--- Provided data Enclosed Below ---

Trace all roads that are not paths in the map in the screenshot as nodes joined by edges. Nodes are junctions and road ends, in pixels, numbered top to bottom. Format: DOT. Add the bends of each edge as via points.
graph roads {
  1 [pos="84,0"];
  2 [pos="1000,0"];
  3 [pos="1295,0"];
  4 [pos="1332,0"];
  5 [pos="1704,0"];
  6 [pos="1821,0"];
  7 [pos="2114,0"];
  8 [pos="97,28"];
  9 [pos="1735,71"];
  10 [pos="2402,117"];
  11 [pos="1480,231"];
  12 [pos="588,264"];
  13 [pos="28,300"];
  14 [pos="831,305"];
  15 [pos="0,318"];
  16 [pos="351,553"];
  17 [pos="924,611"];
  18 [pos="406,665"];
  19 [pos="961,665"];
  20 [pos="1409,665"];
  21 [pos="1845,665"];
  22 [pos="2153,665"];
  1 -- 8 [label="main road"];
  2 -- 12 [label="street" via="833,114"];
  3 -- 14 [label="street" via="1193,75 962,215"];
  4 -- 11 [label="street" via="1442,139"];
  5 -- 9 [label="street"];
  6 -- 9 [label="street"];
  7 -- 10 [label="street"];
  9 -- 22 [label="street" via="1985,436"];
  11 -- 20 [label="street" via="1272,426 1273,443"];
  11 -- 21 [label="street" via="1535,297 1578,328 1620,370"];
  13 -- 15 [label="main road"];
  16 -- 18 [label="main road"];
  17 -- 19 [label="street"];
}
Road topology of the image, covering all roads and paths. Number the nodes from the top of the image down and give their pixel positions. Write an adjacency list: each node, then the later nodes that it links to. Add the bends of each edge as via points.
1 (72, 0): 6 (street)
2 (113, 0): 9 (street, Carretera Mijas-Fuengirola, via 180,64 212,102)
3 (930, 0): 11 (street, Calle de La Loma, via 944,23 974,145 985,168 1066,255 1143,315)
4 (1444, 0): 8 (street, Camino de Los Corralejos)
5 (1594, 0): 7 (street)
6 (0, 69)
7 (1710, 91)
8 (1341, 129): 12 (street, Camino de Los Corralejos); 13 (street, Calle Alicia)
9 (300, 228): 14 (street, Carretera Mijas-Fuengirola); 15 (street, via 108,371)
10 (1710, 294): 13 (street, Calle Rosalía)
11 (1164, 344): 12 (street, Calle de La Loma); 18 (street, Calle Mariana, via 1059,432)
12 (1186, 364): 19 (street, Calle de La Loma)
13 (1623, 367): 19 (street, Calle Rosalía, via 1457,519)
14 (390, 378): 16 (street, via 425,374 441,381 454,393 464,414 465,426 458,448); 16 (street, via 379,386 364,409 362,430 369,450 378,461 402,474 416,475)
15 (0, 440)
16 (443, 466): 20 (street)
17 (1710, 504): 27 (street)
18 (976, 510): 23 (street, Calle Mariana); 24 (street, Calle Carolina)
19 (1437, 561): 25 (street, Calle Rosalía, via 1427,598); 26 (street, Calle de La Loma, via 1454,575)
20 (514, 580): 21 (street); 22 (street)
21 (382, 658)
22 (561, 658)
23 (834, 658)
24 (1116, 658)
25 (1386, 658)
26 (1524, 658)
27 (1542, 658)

--- End of Enclosed Provided data ---

● **Problem to solve**
Copy out every entry, keeping each line exactly as it is.

● **Response for this exercise**
Trace all roads that are not paths in the map in the screenshot as nodes joined by edges. Nodes are junctions and road ends, in pixels, numbered top to bottom. Format: DOT. Add the bends of each edge as via points.
graph roads {
  1 [pos="84,0"];
  2 [pos="1000,0"];
  3 [pos="1295,0"];
  4 [pos="1332,0"];
  5 [pos="1704,0"];
  6 [pos="1821,0"];
  7 [pos="2114,0"];
  8 [pos="97,28"];
  9 [pos="1735,71"];
  10 [pos="2402,117"];
  11 [pos="1480,231"];
  12 [pos="588,264"];
  13 [pos="28,300"];
  14 [pos="831,305"];
  15 [pos="0,318"];
  16 [pos="351,553"];
  17 [pos="924,611"];
  18 [pos="406,665"];
  19 [pos="961,665"];
  20 [pos="1409,665"];
  21 [pos="1845,665"];
  22 [pos="2153,665"];
  1 -- 8 [label="main road"];
  2 -- 12 [label="street" via="833,114"];
  3 -- 14 [label="street" via="1193,75 962,215"];
  4 -- 11 [label="street" via="1442,139"];
  5 -- 9 [label="street"];
  6 -- 9 [label="street"];
  7 -- 10 [label="street"];
  9 -- 22 [label="street" via="1985,436"];
  11 -- 20 [label="street" via="1272,426 1273,443"];
  11 -- 21 [label="street" via="1535,297 1578,328 1620,370"];
  13 -- 15 [label="main road"];
  16 -- 18 [label="main road"];
  17 -- 19 [label="street"];
}
Road topology of the image, covering all roads and paths. Number the nodes from the top of the image down and give their pixel positions. Write an adjacency list: each node, then the later nodes that it links to. Add the bends of each edge as via points.
1 (72, 0): 6 (street)
2 (113, 0): 9 (street, Carretera Mijas-Fuengirola, via 180,64 212,102)
3 (930, 0): 11 (street, Calle de La Loma, via 944,23 974,145 985,168 1066,255 1143,315)
4 (1444, 0): 8 (street, Camino de Los Corralejos)
5 (1594, 0): 7 (street)
6 (0, 69)
7 (1710, 91)
8 (1341, 129): 12 (street, Camino de Los Corralejos); 13 (street, Calle Alicia)
9 (300, 228): 14 (street, Carretera Mijas-Fuengirola); 15 (street, via 108,371)
10 (1710, 294): 13 (street, Calle Rosalía)
11 (1164, 344): 12 (street, Calle de La Loma); 18 (street, Calle Mariana, via 1059,432)
12 (1186, 364): 19 (street, Calle de La Loma)
13 (1623, 367): 19 (street, Calle Rosalía, via 1457,519)
14 (390, 378): 16 (street, via 425,374 441,381 454,393 464,414 465,426 458,448); 16 (street, via 379,386 364,409 362,430 369,450 378,461 402,474 416,475)
15 (0, 440)
16 (443, 466): 20 (street)
17 (1710, 504): 27 (street)
18 (976, 510): 23 (street, Calle Mariana); 24 (street, Calle Carolina)
19 (1437, 561): 25 (street, Calle Rosalía, via 1427,598); 26 (street, Calle de La Loma, via 1454,575)
20 (514, 580): 21 (street); 22 (street)
21 (382, 658)
22 (561, 658)
23 (834, 658)
24 (1116, 658)
25 (1386, 658)
26 (1524, 658)
27 (1542, 658)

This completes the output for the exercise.